Saved data entries:
▬▬▬▬▬▬▬▬▬▬

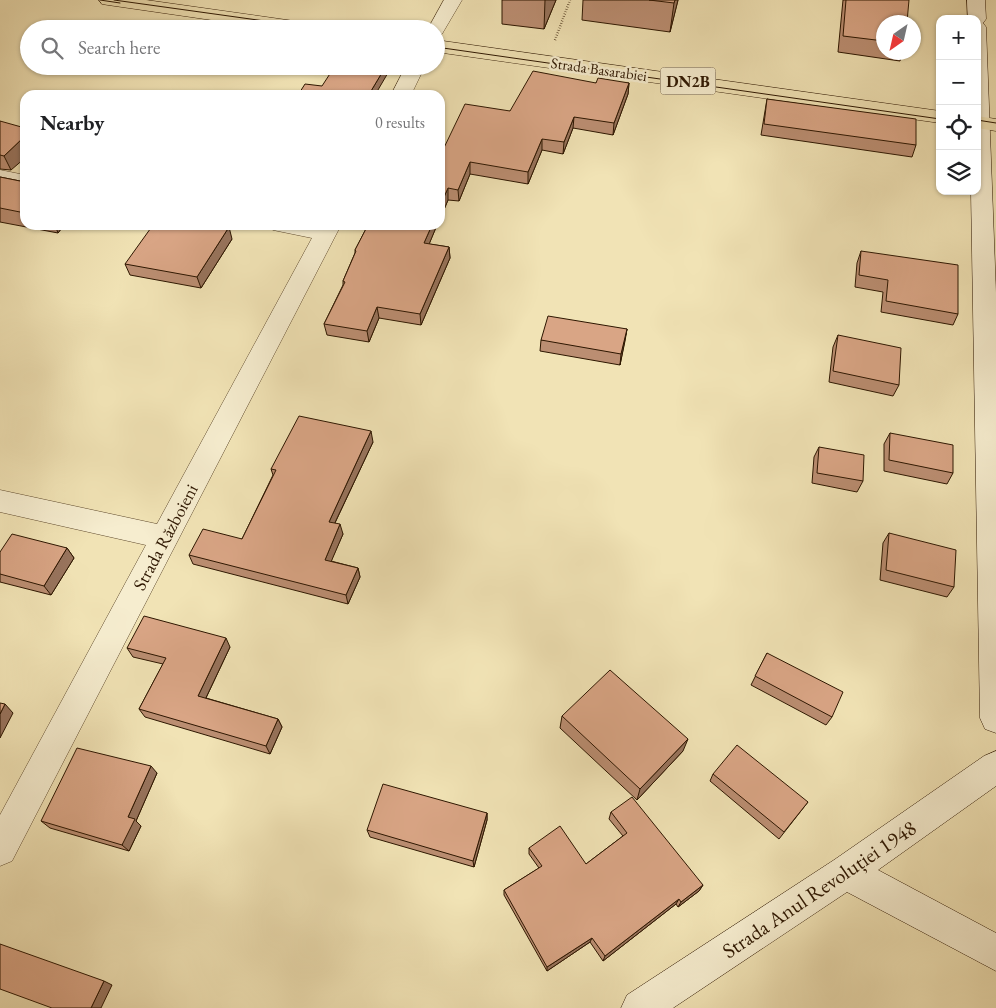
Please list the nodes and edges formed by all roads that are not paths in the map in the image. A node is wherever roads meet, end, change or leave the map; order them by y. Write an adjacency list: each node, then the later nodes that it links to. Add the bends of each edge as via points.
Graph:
1 (108, 0): 5 (main road)
2 (453, 0): 6 (street)
3 (976, 0): 4 (street)
4 (977, 15)
5 (251, 20)
6 (442, 20)
7 (445, 47): 11 (main road, Strada Basarabiei / DN2B)
8 (979, 60): 12 (street)
9 (411, 75): 10 (street)
10 (404, 90)
11 (936, 116)
12 (984, 123): 18 (street)
13 (0, 178): 14 (street)
14 (20, 181)
15 (327, 230): 17 (street, Strada Războieni)
16 (0, 501): 17 (street)
17 (165, 537): 20 (street, Strada Războieni)
18 (996, 718)
19 (996, 767): 21 (street, Strada Anul Revoluției 1948)
20 (0, 849)
21 (846, 872): 22 (street); 23 (street, Strada Anul Revoluției 1948)
22 (996, 953)
23 (640, 1008)

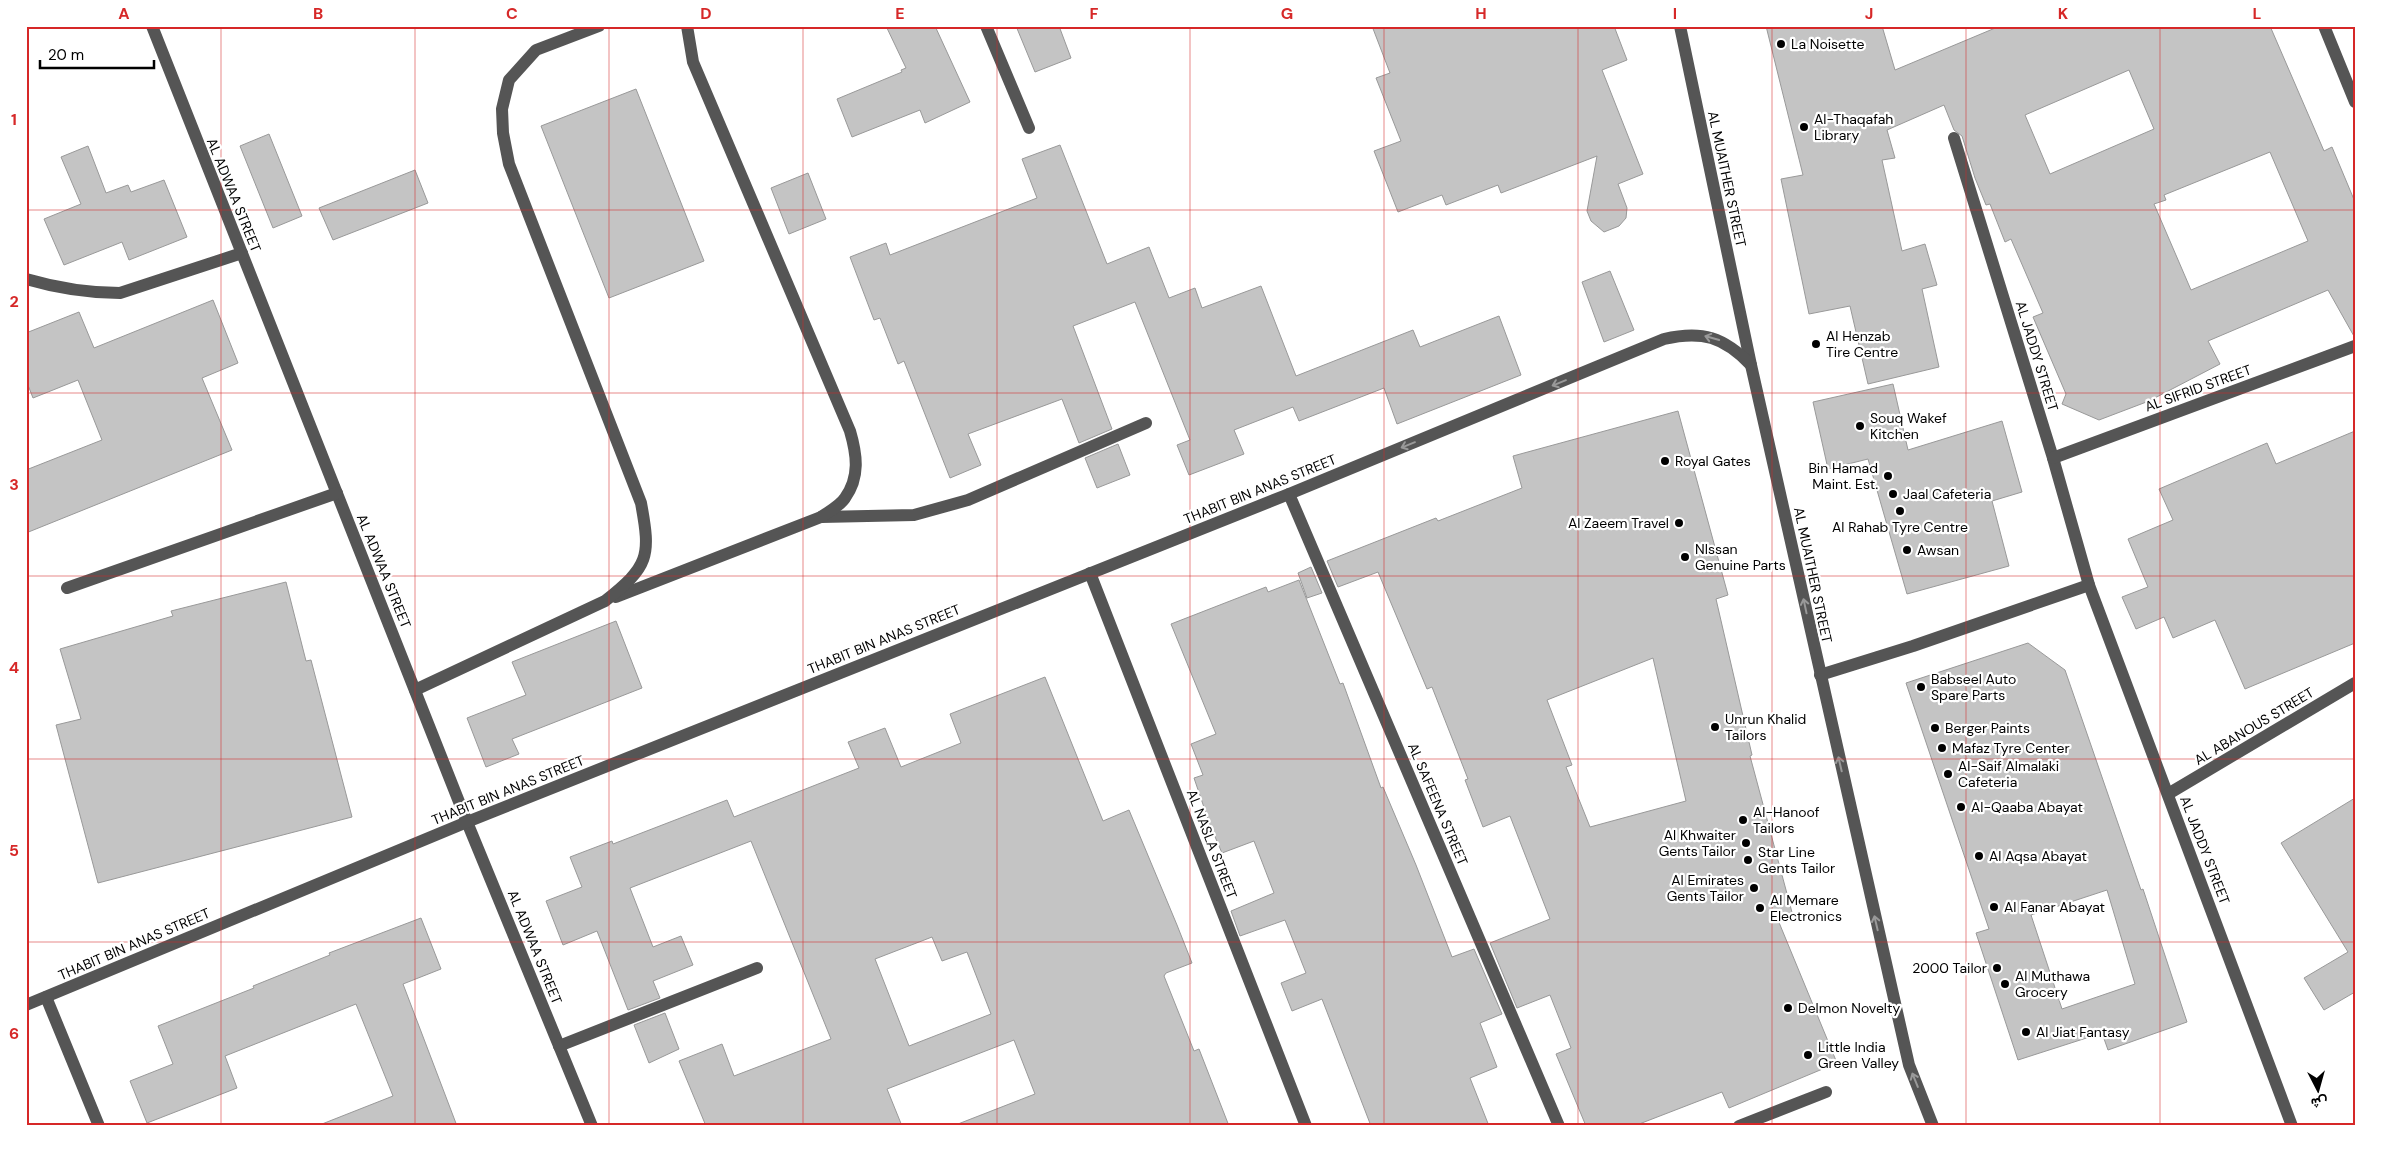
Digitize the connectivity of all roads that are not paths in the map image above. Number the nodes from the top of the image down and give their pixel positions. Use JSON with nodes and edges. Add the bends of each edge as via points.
{"nodes":[{"id":1,"x":152,"y":26,"type":"edge"},
{"id":2,"x":599,"y":26,"type":"edge"},
{"id":3,"x":687,"y":26,"type":"edge"},
{"id":4,"x":986,"y":26,"type":"edge"},
{"id":5,"x":2324,"y":26,"type":"edge"},
{"id":6,"x":1683,"y":30,"type":"edge"},
{"id":7,"x":2355,"y":102,"type":"edge"},
{"id":8,"x":1029,"y":128,"type":"dead end"},
{"id":9,"x":1954,"y":138,"type":"dead end"},
{"id":10,"x":242,"y":254,"type":"junction"},
{"id":11,"x":26,"y":278,"type":"edge"},
{"id":12,"x":2355,"y":346,"type":"edge"},
{"id":13,"x":1751,"y":365,"type":"junction"},
{"id":14,"x":1146,"y":423,"type":"dead end"},
{"id":15,"x":2053,"y":458,"type":"junction"},
{"id":16,"x":337,"y":493,"type":"junction"},
{"id":17,"x":1288,"y":494,"type":"junction"},
{"id":18,"x":821,"y":517,"type":"junction"},
{"id":19,"x":1090,"y":573,"type":"junction"},
{"id":20,"x":2089,"y":584,"type":"junction"},
{"id":21,"x":67,"y":588,"type":"dead end"},
{"id":22,"x":605,"y":601,"type":"junction"},
{"id":23,"x":1820,"y":675,"type":"junction"},
{"id":24,"x":2355,"y":683,"type":"edge"},
{"id":25,"x":415,"y":690,"type":"junction"},
{"id":26,"x":2168,"y":794,"type":"junction"},
{"id":27,"x":467,"y":822,"type":"junction"},
{"id":28,"x":757,"y":968,"type":"dead end"},
{"id":29,"x":46,"y":997,"type":"junction"},
{"id":30,"x":26,"y":1005,"type":"edge"},
{"id":31,"x":559,"y":1046,"type":"junction"},
{"id":32,"x":1826,"y":1092,"type":"dead end"},
{"id":33,"x":99,"y":1126,"type":"edge"},
{"id":34,"x":592,"y":1126,"type":"edge"},
{"id":35,"x":1306,"y":1126,"type":"edge"},
{"id":36,"x":1559,"y":1126,"type":"edge"},
{"id":37,"x":1739,"y":1126,"type":"edge"},
{"id":38,"x":1933,"y":1126,"type":"edge"},
{"id":39,"x":2292,"y":1126,"type":"edge"}],
"edges":[{"from":1,"to":10,"type":"street","name":"AL ADWAA STREET"},
{"from":2,"to":22,"type":"street","via":[[536,50],[508,80],[502,109],[509,164],[641,502],[648,540],[643,560],[629,581]]},
{"from":3,"to":18,"type":"street","via":[[693,62],[850,431],[857,455],[855,478],[845,499]]},
{"from":4,"to":8,"type":"street"},
{"from":5,"to":7,"type":"street"},
{"from":6,"to":13,"type":"street","name":"AL MUAITHER STREET"},
{"from":9,"to":15,"type":"street","name":"AL JADDY STREET"},
{"from":10,"to":11,"type":"street","via":[[120,293],[54,287]]},
{"from":10,"to":16,"type":"street","name":"AL ADWAA STREET"},
{"from":12,"to":15,"type":"street","name":"AL SIFRID STREET"},
{"from":13,"to":17,"type":"street","name":"THABIT BIN ANAS STREET","one_way":true,"via":[[1738,351],[1702,335],[1664,340]]},
{"from":23,"to":13,"type":"street","name":"AL MUAITHER STREET","one_way":true},
{"from":14,"to":18,"type":"street","via":[[968,500],[914,515]]},
{"from":15,"to":20,"type":"street","name":"AL JADDY STREET"},
{"from":16,"to":21,"type":"street"},
{"from":16,"to":25,"type":"street","name":"AL ADWAA STREET"},
{"from":17,"to":19,"type":"street","name":"THABIT BIN ANAS STREET"},
{"from":17,"to":36,"type":"street","name":"AL SAFEENA STREET"},
{"from":18,"to":22,"type":"street"},
{"from":19,"to":27,"type":"street","name":"THABIT BIN ANAS STREET"},
{"from":19,"to":35,"type":"street","name":"AL NASLA STREET"},
{"from":20,"to":23,"type":"street"},
{"from":20,"to":26,"type":"street","name":"AL JADDY STREET"},
{"from":22,"to":25,"type":"street"},
{"from":38,"to":23,"type":"street","name":"AL MUAITHER STREET","one_way":true,"via":[[1909,1065]]},
{"from":24,"to":26,"type":"street","name":"AL ABANOUS STREET"},
{"from":25,"to":27,"type":"street","name":"AL ADWAA STREET"},
{"from":26,"to":39,"type":"street","name":"AL JADDY STREET"},
{"from":27,"to":29,"type":"street","name":"THABIT BIN ANAS STREET"},
{"from":27,"to":31,"type":"street","name":"AL ADWAA STREET"},
{"from":28,"to":31,"type":"street"},
{"from":29,"to":30,"type":"street","name":"THABIT BIN ANAS STREET"},
{"from":29,"to":33,"type":"street"},
{"from":31,"to":34,"type":"street","name":"AL ADWAA STREET"},
{"from":32,"to":37,"type":"street"}]}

▬▬▬▬▬▬▬▬▬▬

**What the task requires:** The task calls for all lines in the entries that hold "roads".

**Finished exercise:**
Please list the nodes and edges formed by all roads that are not paths in the map in the image. A node is wherever roads meet, end, change or leave the map; order them by y. Write an adjacency list: each node, then the later nodes that it links to. Add the bends of each edge as via points.
Digitize the connectivity of all roads that are not paths in the map image above. Number the nodes from the top of the image down and give their pixel positions. Use JSON with nodes and edges. Add the bends of each edge as via points.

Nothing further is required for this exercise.